Itinerary: Westminster Abbey, Parliament Square, Trafalger Square, Piccadilly Circus, Shaftesbury Ave, and Charing Cross Road.
I went on a wonderful trip this summer to a place I have always wanted to visit, London! My sister and I started planning two years ago by telling our friends this would be the year we’d go and anyone who wanted to come along was welcome to join us.

Last October when I started doing some research and seeing who was still interested in going we were a total of 10 people. By January when we booked we were four. Some friends had to drop out because of different circumstances.

Sister and I started by making a list of what we wanted to see. I broke it up by neighborhood, and then I made mock itineraries to see how many days would be efficient and affordable. We still didn’t get everything on the list done, but we did bloody well!

So the 4 of us (Sister and our two friends, S and D) agreed on 10 days and then decided on a time in August that worked best for everyone.

We left the evening of August 14th and arrived very early in the morning of August 15th.

First off, what is with having to check myself in at a kiosk at Newark? I paid a lot of money for this flight and I am on vacation. Cater to me! This is not my job, it is the job of the people who work in the airport. There should be a human being behind a counter doing all this: checking me in, checking my passport, weighting and tagging my luggage. Why am I doing this? These kiosks are more trouble than they are worth because they quit in the middle of session our session and then an airport employee had to come over and help us anyway. Unbelievable.
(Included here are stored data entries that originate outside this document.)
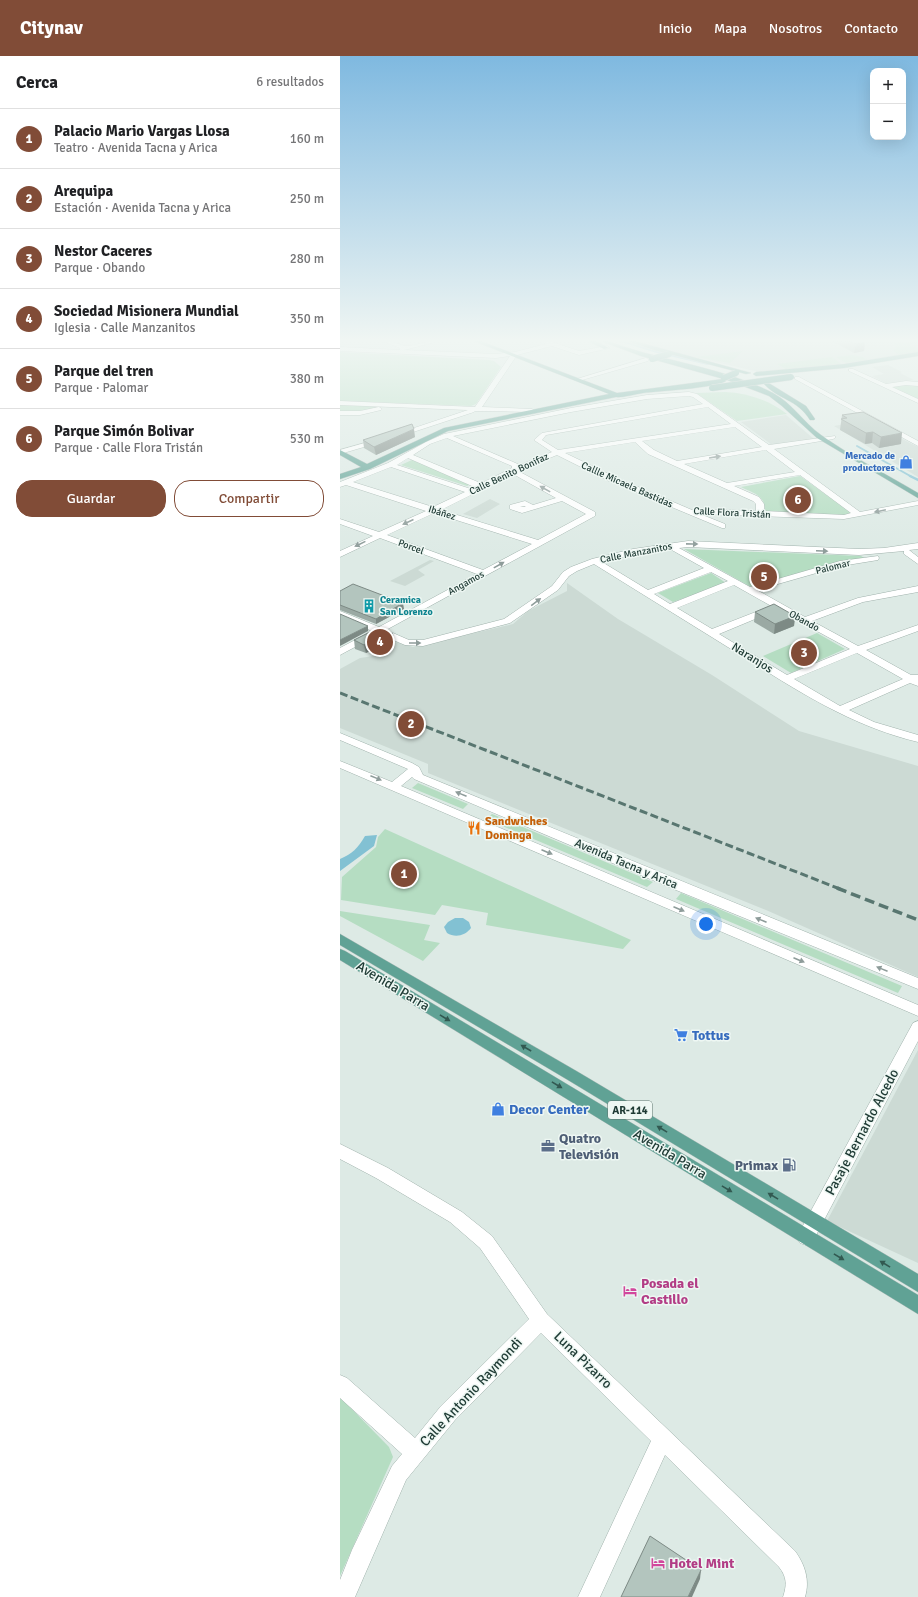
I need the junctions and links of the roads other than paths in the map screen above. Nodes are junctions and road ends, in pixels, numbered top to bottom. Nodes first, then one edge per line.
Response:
1 (368, 412) edge
2 (468, 412) edge
3 (525, 412) edge
4 (560, 412) edge
5 (668, 412) edge
6 (719, 412) edge
7 (788, 412) edge
8 (793, 412) edge
9 (803, 412) edge
10 (807, 412) edge
11 (858, 412) edge
12 (341, 414) edge
13 (812, 419) junction
14 (801, 420) junction
15 (429, 425) junction
16 (737, 425) junction
17 (817, 425) dead end
18 (444, 433) junction
19 (823, 435) junction
20 (391, 437) edge
21 (833, 437) joint
22 (384, 439) edge
23 (637, 441) junction
24 (918, 444) edge
25 (768, 448) junction
26 (854, 449) dead end
27 (340, 452) edge
28 (557, 452) junction
29 (408, 455) junction
30 (676, 463) junction
31 (391, 465) junction
32 (367, 467) junction
33 (516, 469) junction
34 (891, 471) dead end
35 (802, 473) junction
36 (340, 477) edge
37 (343, 484) edge
38 (728, 485) junction
39 (480, 486) junction
40 (918, 487) edge
41 (471, 491) junction
42 (918, 496) edge
43 (562, 498) junction
44 (918, 503) edge
45 (532, 508) dead end
46 (434, 510) junction
47 (688, 511) junction
48 (723, 513) junction
49 (759, 514) junction
50 (859, 515) junction
51 (340, 521) edge
52 (379, 535) junction
53 (721, 536) junction
54 (538, 543) junction
55 (670, 546) junction
56 (918, 546) edge
57 (918, 550) edge
58 (907, 552) junction
59 (340, 554) edge
60 (595, 561) junction
61 (918, 561) edge
62 (711, 570) junction
63 (483, 574) junction
64 (734, 582) junction
65 (918, 589) edge
66 (748, 590) junction
67 (647, 593) junction
68 (670, 607) junction
69 (778, 607) junction
70 (340, 614) edge
71 (803, 620) junction
72 (918, 628) edge
73 (378, 631) junction
74 (712, 633) junction
75 (857, 650) junction
76 (340, 652) edge
77 (786, 678) junction
78 (915, 679) edge
79 (840, 710) junction
80 (340, 736) edge
81 (918, 739) edge
82 (340, 764) edge
83 (415, 769) junction
84 (394, 786) junction
85 (485, 804) junction
86 (468, 819) junction
87 (671, 883) junction
88 (657, 899) junction
89 (340, 939) edge
90 (340, 954) edge
91 (918, 984) edge
92 (918, 1011) edge
93 (918, 1027) edge
94 (340, 1151) edge
95 (814, 1221) junction
96 (806, 1237) junction
97 (918, 1284) edge
98 (918, 1305) edge
99 (541, 1320) junction
100 (340, 1385) edge
101 (663, 1437) junction
102 (415, 1452) junction
103 (344, 1597) edge
104 (589, 1597) edge
105 (794, 1597) edge

1 - 12 street
2 - 15 street
3 - 18 main road
4 - 18 street
5 - 28 street, Callle Micaela Bastidas
6 - 16 street
7 - 14 main road
8 - 14 main road
9 - 13 main road
10 - 13 main road
11 - 24 street
13 - 17 main road
14 - 19 main road
15 - 18 street
15 - 20 street
16 - 23 street, Calle Benito Bonifaz
16 - 25 street
18 - 29 street
18 - 32 main road
18 - 33 street
19 - 21 street
19 - 25 street
19 - 42 main road
21 - 26 main road
22 - 27 street
23 - 28 street, Calle Benito Bonifaz
23 - 30 street
30 -> 25 street
25 - 35 street
27 - 32 main road
28 - 33 street, Calle Benito Bonifaz
28 - 47 street, Callle Micaela Bastidas
29 - 31 street
29 - 39 street
30 - 38 street
31 - 37 street
31 - 41 street
32 - 36 main road
33 - 39 street, Calle Benito Bonifaz
43 -> 33 street
34 - 40 main road
35 - 38 street
35 - 50 street
37 - 46 street, Ibáñez
38 - 49 street
39 - 41 street, Calle Benito Bonifaz
41 - 46 street, Calle Benito Bonifaz
43 - 45 street
43 - 54 street, Angamos
44 -> 50 street, Calle Flora Tristán
46 -> 52 street, Calle Benito Bonifaz
46 - 54 street, Ibáñez
47 - 48 street, Calle Flora Tristán
47 - 53 street, Callle Micaela Bastidas
48 - 49 street, Calle Flora Tristán
48 - 53 street
49 - 50 street, Calle Flora Tristán
51 - 52 street, Porcel
52 -> 59 street, Calle Benito Bonifaz
52 - 63 street, Porcel
55 -> 53 street, Calle Manzanitos
53 -> 56 street, Calle Manzanitos
63 -> 54 street, Angamos
55 - 60 street, Calle Manzanitos
55 - 62 street, Obando
57 - 58 street, Palomar
58 - 61 street
58 - 66 street, Palomar
60 - 67 street, Naranjos
73 -> 60 street, Calle Manzanitos
62 - 64 street, Obando
62 - 67 street
63 - 73 street, Angamos
64 - 66 street, Obando
64 - 68 street
65 - 71 street
66 - 69 street, Obando
67 - 68 street, Naranjos
68 - 74 street, Naranjos
69 - 71 street, Obando
69 - 74 street
70 - 73 street, Calle Manzanitos
71 - 75 street, Obando
72 - 75 street
73 - 76 street, Angamos
74 - 77 street, Naranjos
75 - 77 street
75 - 78 street, Obando
77 - 79 street, Naranjos
78 - 79 street
79 - 81 street, Naranjos
80 - 83 street, Avenida Tacna y Arica
82 -> 84 street, Avenida Tacna y Arica
83 - 84 street
85 -> 83 street, Avenida Tacna y Arica
84 - 86 street, Avenida Tacna y Arica
85 - 86 street
85 - 87 street, Avenida Tacna y Arica
86 -> 88 street, Avenida Tacna y Arica
87 - 88 street
91 -> 87 street, Avenida Tacna y Arica
88 -> 92 street, Avenida Tacna y Arica
95 -> 89 main road, Avenida Parra / AR-114
90 -> 96 main road, Avenida Parra / AR-114
93 - 95 street, Pasaje Bernardo Alcedo
94 - 99 street, Luna Pizarro
95 - 96 street, Pasaje Bernardo Alcedo
97 -> 95 main road, Avenida Parra / AR-114
96 -> 98 main road, Avenida Parra / AR-114
99 - 101 street, Luna Pizarro
99 - 102 street, Calle Antonio Raymondi
100 - 102 street
101 - 104 street
101 - 105 street, Luna Pizarro
102 - 103 street, Calle Antonio Raymondi

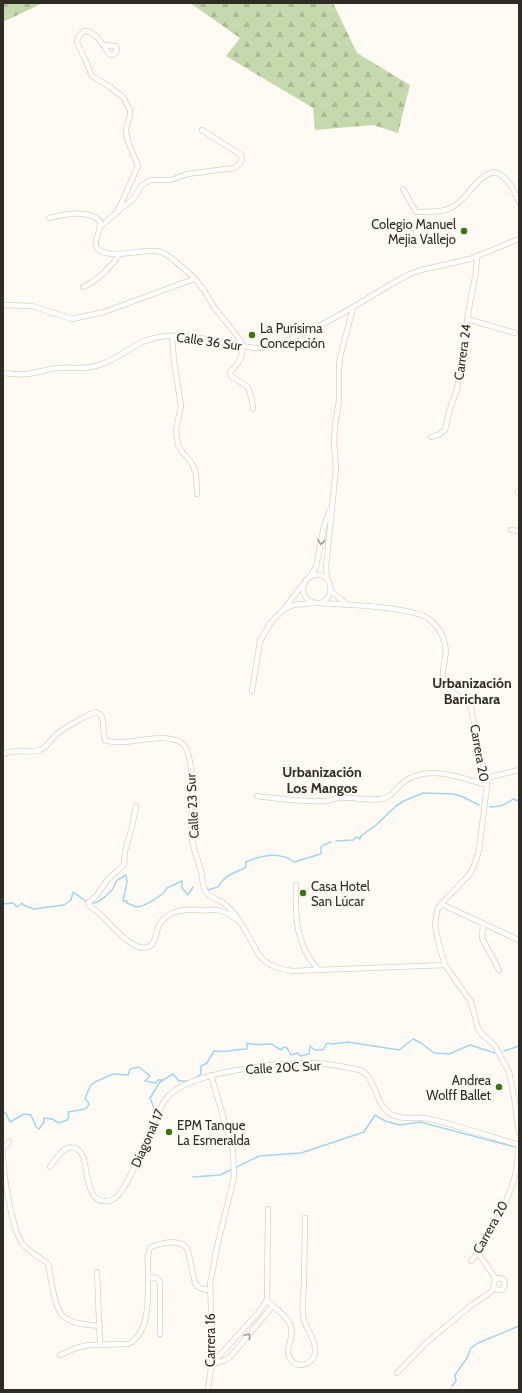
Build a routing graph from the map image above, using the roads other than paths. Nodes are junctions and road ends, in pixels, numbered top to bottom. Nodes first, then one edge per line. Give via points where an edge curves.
1 (103, 45) dead end
2 (202, 130) dead end
3 (404, 189) dead end
4 (519, 202) edge
5 (116, 213) junction
6 (49, 218) dead end
7 (101, 226) junction
8 (519, 239) edge
9 (120, 254) junction
10 (477, 256) junction
11 (194, 279) junction
12 (83, 287) dead end
13 (3, 305) edge
14 (353, 308) junction
15 (467, 319) junction
16 (515, 333) dead end
17 (172, 336) junction
18 (242, 346) junction
19 (3, 374) edge
20 (253, 409) dead end
21 (431, 437) dead end
22 (197, 494) dead end
23 (332, 507) junction
24 (511, 530) dead end
25 (519, 531) edge
26 (310, 577) junction
27 (327, 579) junction
28 (304, 583) junction
29 (331, 592) junction
30 (313, 603) junction
31 (321, 603) junction
32 (347, 605) junction
33 (284, 609) junction
34 (252, 691) dead end
35 (3, 754) edge
36 (519, 770) edge
37 (486, 778) junction
38 (487, 785) junction
39 (256, 796) dead end
40 (136, 806) dead end
41 (296, 885) dead end
42 (441, 904) junction
43 (240, 922) junction
44 (483, 923) junction
45 (519, 940) edge
46 (446, 965) junction
47 (318, 970) junction
48 (499, 970) dead end
49 (211, 1075) junction
50 (519, 1132) edge
51 (9, 1142) dead end
52 (519, 1145) edge
53 (50, 1167) dead end
54 (517, 1179) edge
55 (268, 1209) dead end
56 (305, 1218) dead end
57 (478, 1252) junction
58 (471, 1261) dead end
59 (97, 1272) dead end
60 (148, 1277) junction
61 (496, 1279) junction
62 (494, 1287) junction
63 (210, 1290) junction
64 (267, 1300) junction
65 (272, 1307) junction
66 (100, 1326) junction
67 (160, 1334) dead end
68 (100, 1344) junction
69 (60, 1355) dead end
70 (212, 1364) junction
71 (397, 1373) dead end
72 (208, 1390) edge

1 - 5 street via 87,31 77,39 92,76 123,97 130,110 126,128 127,139 138,166
2 - 5 street via 241,155 240,164 234,168 187,174 171,180 151,180 142,185 133,199
3 - 4 street via 416,212 438,211 456,204 486,175 494,172 508,181
5 - 7 street
6 - 7 street via 84,214 96,218
7 - 9 street via 96,242 98,249
8 - 10 street, Calle 36 Sur
9 - 11 street via 161,252
9 - 12 street via 103,275
10 - 14 street, Calle 36 Sur via 410,274
10 - 15 street, Carrera 24
11 - 13 street via 104,312 72,319 32,306
11 - 18 street
14 - 18 street, Calle 36 Sur via 315,329 274,345 264,348
14 - 23 street via 338,368 339,401 335,426 336,468
15 - 16 street
15 - 21 street, Carrera 24 via 457,389 442,434
17 - 18 street, Calle 36 Sur
17 - 19 street, Calle 36 Sur via 158,337 138,344 100,365 57,368 28,374
17 - 22 street via 181,406 176,436 178,445 196,473
18 - 20 street via 241,358 230,372 231,376 248,387
23 -> 26 street via 324,526 316,567
23 - 27 street
24 - 25 street
26 - 27 street via 319,575
26 - 28 street
27 - 29 street
28 - 30 street via 304,595
28 - 33 street
29 - 31 street
29 - 32 street
30 - 31 street
30 - 33 street
31 - 32 street, Carrera 20
32 - 37 street, Carrera 20 via 419,614 437,627 446,646 444,680 449,689 465,699 471,708
33 - 34 street via 271,622 260,640
35 - 43 street, Calle 23 Sur via 14,750 40,750 57,734 96,712 104,719 105,740 112,742 153,738 169,739 184,744 191,775 192,839 204,889 225,905
36 - 37 street
37 - 38 street, Carrera 20
38 - 39 street via 428,772 406,780 390,796 381,799 290,801
38 - 42 street, Carrera 20 via 476,861 469,875
40 - 43 street via 124,865 108,879 98,895 88,903 89,906 130,942 147,948 154,942 160,922 172,913 182,910 216,910
41 - 47 street via 296,918 300,941
42 - 44 street
42 - 46 street, Carrera 20 via 437,911 435,926
43 - 47 street, Calle 23 Sur via 261,959 271,966 292,971
44 - 45 street
44 - 48 street via 482,938
46 - 47 street, Calle 23 Sur
46 - 50 street, Carrera 20 via 471,1002 481,1033 495,1046 505,1063 514,1096
49 - 52 street, Calle 20C Sur via 247,1068 309,1063 360,1070 369,1077 386,1110 391,1114 398,1117 435,1120
49 - 53 street, Diagonal 17 via 176,1090 166,1098 158,1110 126,1184 120,1195 112,1200 98,1199 92,1193 78,1149 67,1148 62,1151
49 - 63 street, Carrera 16 via 233,1151 234,1177 217,1247
51 - 66 street via 3,1148 4,1164 8,1197 17,1235 26,1248 48,1264 54,1295 62,1316 79,1323
52 - 54 street, Carrera 20
54 - 57 street, Carrera 20
55 - 64 street
56 - 65 street via 303,1316 315,1349 310,1362 297,1365 289,1358 291,1325
57 - 58 street, Carrera 20
57 - 61 street
59 - 66 street
60 - 63 street via 148,1255 151,1247 183,1243 188,1250 197,1287
60 - 67 street via 157,1278 160,1282
60 - 68 street via 147,1311 138,1337 128,1344
61 - 62 street
61 - 62 street via 504,1280 505,1285 502,1290
62 - 71 street via 427,1342
63 - 70 street, Carrera 16
64 - 65 street
64 - 70 street
70 -> 65 street via 231,1356
66 - 68 street
68 - 69 street via 82,1346
70 - 72 street, Carrera 16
So the flight was uneventful, which is good.
We landed later than we were scheduled. Which is fine because the airport pickup service I arranged would take that into account and therefore we would not be charged for the driver’s waiting time. When he was 10 minutes late we called the company to let them know he had not arrived. They said he’d be where we were waiting in 3 minutes. Our driver was a total of 25 minutes late.

The rest of the day was smooth sailing. We checked into Double Tree Hilton. They give you a warm chocolate chip cookie when you check in. The room was nice and clean, and comes with a desktop computer. I love that.

After we were settled we stared touring. We were a 5 minute walking distance from Westminster Abbey. We took the scenic route through Victoria Gardens, taking lots of photos of the London Eye, the Houses of Parliament, and Big Ben.

We went inside Westminster Abbey to take the tour. Sister and I did so in May 2013. They don’t allow photos, but I didn’t care this time and I snuck a few. I took Elizabeth I and Mary I tombs and the tomb of Mary Queen of Scots.